Ausgehend vom Grundsatz, dass den Antragsteller die Verantwortung für die Richtigkeit der von ihm beantragten Flächenausmaße trifft, wäre es danach an ihm gelegen, in Zweifelsfällen die Einhaltung anderweitiger Verpflichtungen (Cross-Compliance) auf der Alm, auf die er Auftreiber ist, selbst oder durch Beauftragte, zumindest stichprobenartig, zu überprüfen (vgl. auch dazu VwGH 7.10.2013, 2013/17/0541). Nur in diesem Fall könnte gesagt werden, dass den Antragsteller keine Schuld an den angesprochenen Verstößen auf der Alm trifft.

Dem Beschwerdeführer ist es daher nicht gelungen darzulegen, dass ihn keine Schuld an den angesprochenen Verstößen trifft. Daran vermag auch die "Erklärung der LK Tirol gemäß Beschluss der Task Force Almen" betreffend die XXXX nichts zu ändern, da sich diese ausschließlich auf Flächenabweichungen bezieht. Im vorliegenden Fall handelt es sich jedoch um CC-Verstöße.
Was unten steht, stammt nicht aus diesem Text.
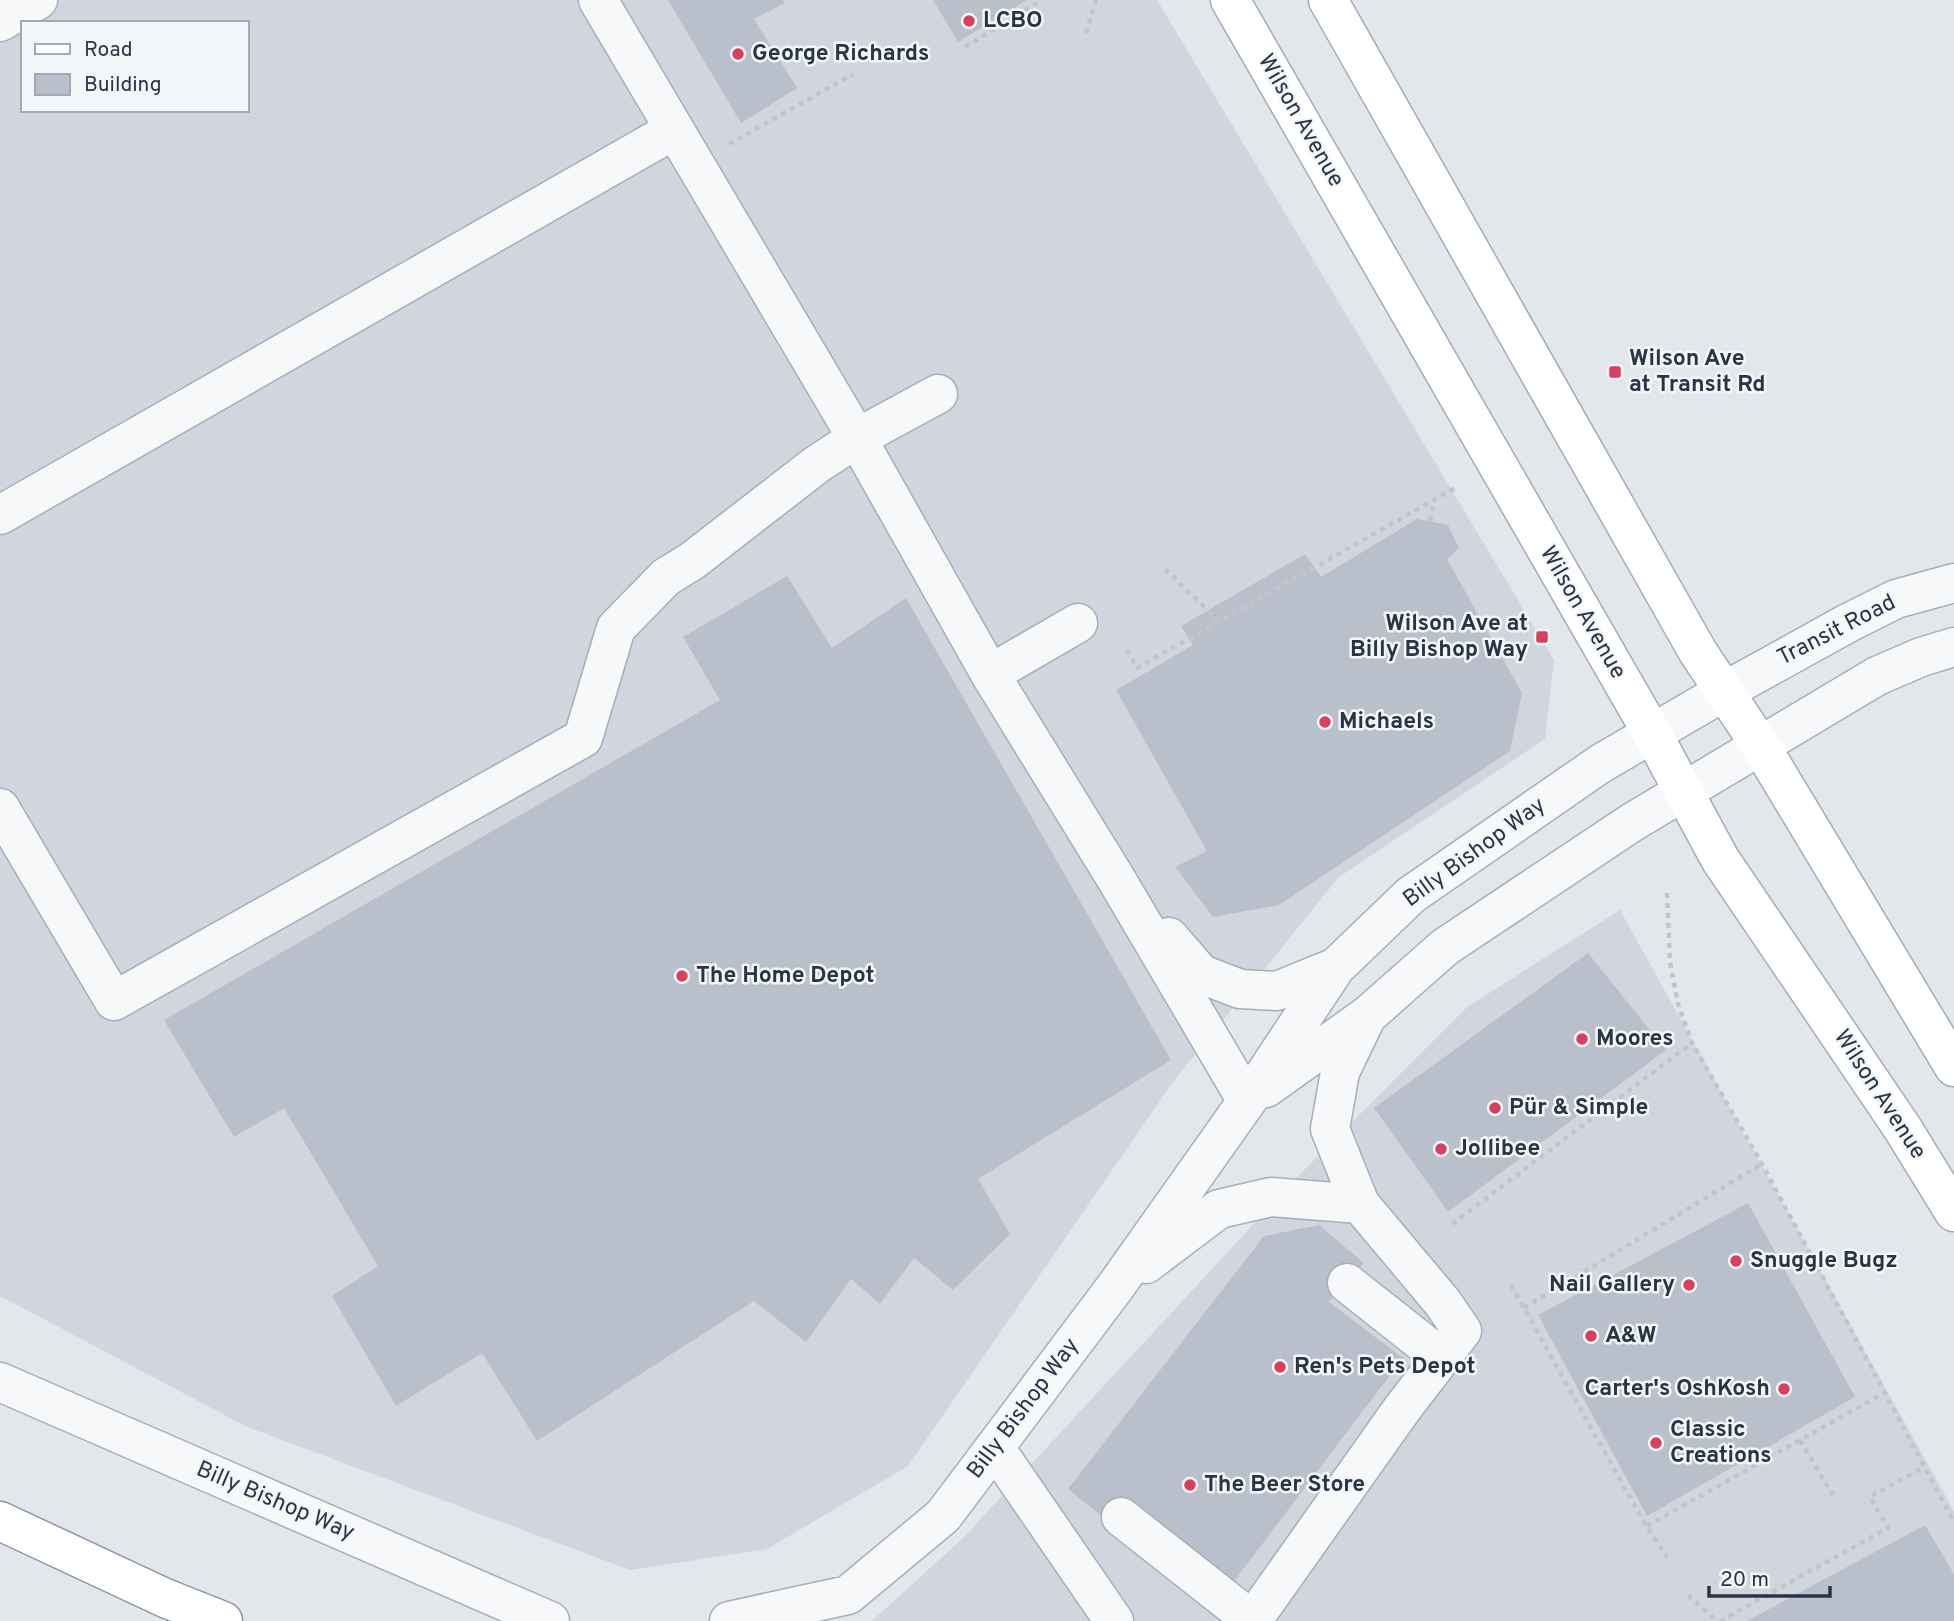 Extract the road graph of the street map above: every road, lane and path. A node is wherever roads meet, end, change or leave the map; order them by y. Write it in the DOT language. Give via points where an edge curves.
graph roads {
  1 [pos="38,0"];
  2 [pos="598,0"];
  3 [pos="1042,0"];
  4 [pos="1096,0"];
  5 [pos="1230,0"];
  6 [pos="1328,0"];
  7 [pos="0,22"];
  8 [pos="1086,33"];
  9 [pos="965,47"];
  10 [pos="914,53"];
  11 [pos="887,58"];
  12 [pos="853,74"];
  13 [pos="674,130"];
  14 [pos="722,148"];
  15 [pos="938,394"];
  16 [pos="857,438"];
  17 [pos="1455,488"];
  18 [pos="1434,502"];
  19 [pos="0,515"];
  20 [pos="1430,521"];
  21 [pos="1165,569"];
  22 [pos="1954,583"];
  23 [pos="1219,621"];
  24 [pos="1079,623"];
  25 [pos="1954,647"];
  26 [pos="1127,650"];
  27 [pos="990,674"];
  28 [pos="1725,691"];
  29 [pos="1652,733"];
  30 [pos="1760,745"];
  31 [pos="1684,790"];
  32 [pos="0,808"];
  33 [pos="1115,877"];
  34 [pos="1667,893"];
  35 [pos="1336,967"];
  36 [pos="1368,1015"];
  37 [pos="1692,1043"];
  38 [pos="1954,1068"];
  39 [pos="1247,1101"];
  40 [pos="1762,1164"];
  41 [pos="1360,1205"];
  42 [pos="1954,1212"];
  43 [pos="1452,1224"];
  44 [pos="1347,1283"];
  45 [pos="1511,1285"];
  46 [pos="1116,1286"];
  47 [pos="1524,1308"];
  48 [pos="1442,1358"];
  49 [pos="0,1382"];
  50 [pos="1884,1393"];
  51 [pos="1800,1440"];
  52 [pos="995,1448"];
  53 [pos="1924,1467"];
  54 [pos="1833,1494"];
  55 [pos="1121,1517"];
  56 [pos="0,1521"];
  57 [pos="1954,1522"];
  58 [pos="1646,1526"];
  59 [pos="1667,1557"];
  60 [pos="1688,1595"];
  61 [pos="223,1621"];
  62 [pos="550,1621"];
  63 [pos="729,1621"];
  64 [pos="1114,1621"];
  65 [pos="1252,1621"];
  66 [pos="1718,1621"];
  1 -- 7 [label="street"];
  2 -- 13 [label="street"];
  3 -- 9 [label="path"];
  4 -- 8 [label="path"];
  5 -- 29 [label="main road, Wilson Avenue"];
  6 -- 28 [label="main road" via="1691,640"];
  10 -- 11 [label="path"];
  12 -- 14 [label="path"];
  13 -- 16 [label="street"];
  13 -- 19 [label="street"];
  15 -- 16 [label="street"];
  16 -- 27 [label="street"];
  16 -- 32 [label="street" via="666,577 616,628 583,738 114,1002"];
  17 -- 18 [label="path"];
  18 -- 20 [label="path"];
  18 -- 23 [label="path"];
  21 -- 23 [label="path"];
  22 -- 28 [label="street, Transit Road" via="1896,599"];
  23 -- 26 [label="path" via="1137,668"];
  24 -- 27 [label="street"];
  25 -- 30 [label="street" via="1877,676"];
  27 -- 33 [label="street"];
  28 -- 29 [label="street, Billy Bishop Way"];
  28 -- 30 [label="main road"];
  29 -- 31 [label="main road, Wilson Avenue"];
  29 -- 35 [label="street, Billy Bishop Way" via="1411,895"];
  30 -- 31 [label="street, Billy Bishop Way"];
  30 -- 38 [label="main road"];
  31 -- 36 [label="street, Billy Bishop Way" via="1445,947"];
  31 -- 42 [label="main road, Wilson Avenue" via="1720,859"];
  33 -- 35 [label="street" via="1201,974 1240,989 1277,991"];
  33 -- 39 [label="street"];
  34 -- 37 [label="path" via="1670,962"];
  35 -- 39 [label="street, Billy Bishop Way"];
  36 -- 39 [label="street, Billy Bishop Way"];
  36 -- 41 [label="street" via="1340,1072 1330,1129"];
  37 -- 40 [label="path"];
  37 -- 43 [label="path"];
  39 -- 46 [label="street, Billy Bishop Way"];
  40 -- 47 [label="path"];
  40 -- 50 [label="path"];
  41 -- 46 [label="street" via="1271,1197 1219,1209"];
  41 -- 48 [label="street" via="1462,1331"];
  44 -- 48 [label="street"];
  45 -- 47 [label="path"];
  46 -- 52 [label="street, Billy Bishop Way"];
  47 -- 58 [label="path"];
  48 -- 65 [label="street"];
  49 -- 62 [label="street, Billy Bishop Way"];
  50 -- 51 [label="path"];
  50 -- 53 [label="path"];
  51 -- 54 [label="path"];
  51 -- 58 [label="path"];
  52 -- 63 [label="street, Billy Bishop Way" via="943,1516 848,1595"];
  52 -- 64 [label="street"];
  53 -- 57 [label="path"];
  53 -- 66 [label="path" via="1870,1497 1888,1528"];
  55 -- 65 [label="street"];
  56 -- 61 [label="main road"];
  58 -- 59 [label="path"];
  60 -- 66 [label="path"];
}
Von einer mündlichen Verhandlung konnte gegenständlich abgesehen werden, da das Verfahren ausschließlich rechtliche Fragen betrifft und die Tatsachenfeststellungen nicht bestritten wurden. Das Gericht konnte so aufgrund des schriftlichen Vorbringens entscheiden, ohne dass dies eine Verletzung von Art. 6 Abs. 1 MRK oder Art. 47 GRC bedeutet hätte (VwGH 20.3.2014, 2013/07/0146). Auch der EuGH setzt offensichtlich voraus, dass die Flächenermittlung im Rahmen des Integrierten Verwaltungs- und Kontrollsystems (INVEKOS) primär auf Basis der vorliegenden Orthofotos zu erfolgen hat (vgl. EuGH Urteil vom 27.06.2013, C-93/12 Agrokonsulting).
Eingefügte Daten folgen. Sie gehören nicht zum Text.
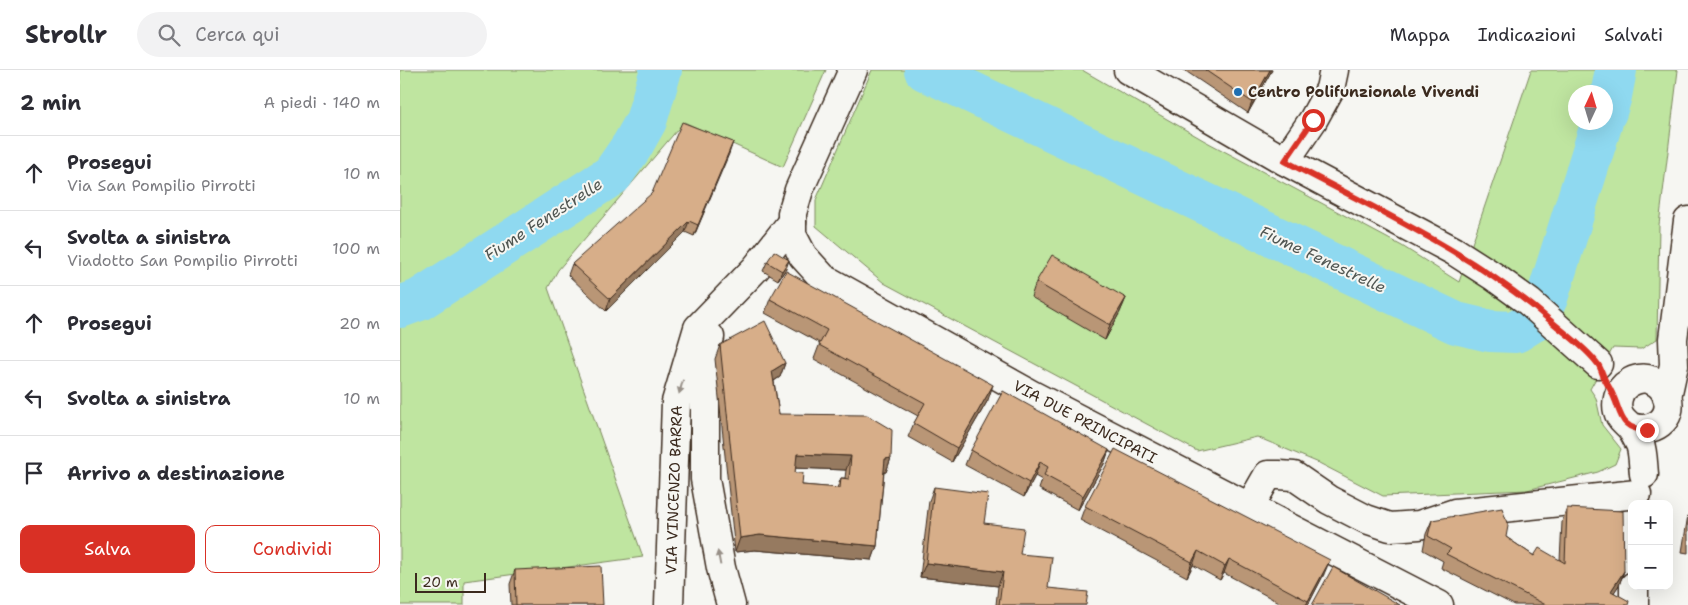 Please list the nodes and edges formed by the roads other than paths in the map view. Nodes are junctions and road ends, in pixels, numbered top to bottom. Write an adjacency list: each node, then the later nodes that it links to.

Zu B) Unzulässigkeit der Revision:

Gemäß § 25a Abs. 1 VwGG hat das Verwaltungsgericht im Spruch seines Erkenntnisses oder Beschlusses auszusprechen, ob die Revision gemäß Art. 133 Abs. 4 B-VG zulässig ist. Der Ausspruch ist kurz zu begründen. Die Revision ist nicht zulässig, da im gegenständlichen Verfahren keine Rechtsfrage zu lösen war, der im Sinne des Art. 133 Abs. 4 B-VG grundsätzliche Bedeutung zukommt. Weder weicht die gegenständliche Entscheidung von der bisherigen Rechtsprechung des Verwaltungsgerichtshofes ab, noch fehlt es an einer Rechtsprechung des VwGH (siehe die zu Punkt A angeführte Rechtsprechung des VwGH und des EuGH zu den in der Beschwerde angesprochenen Punkten).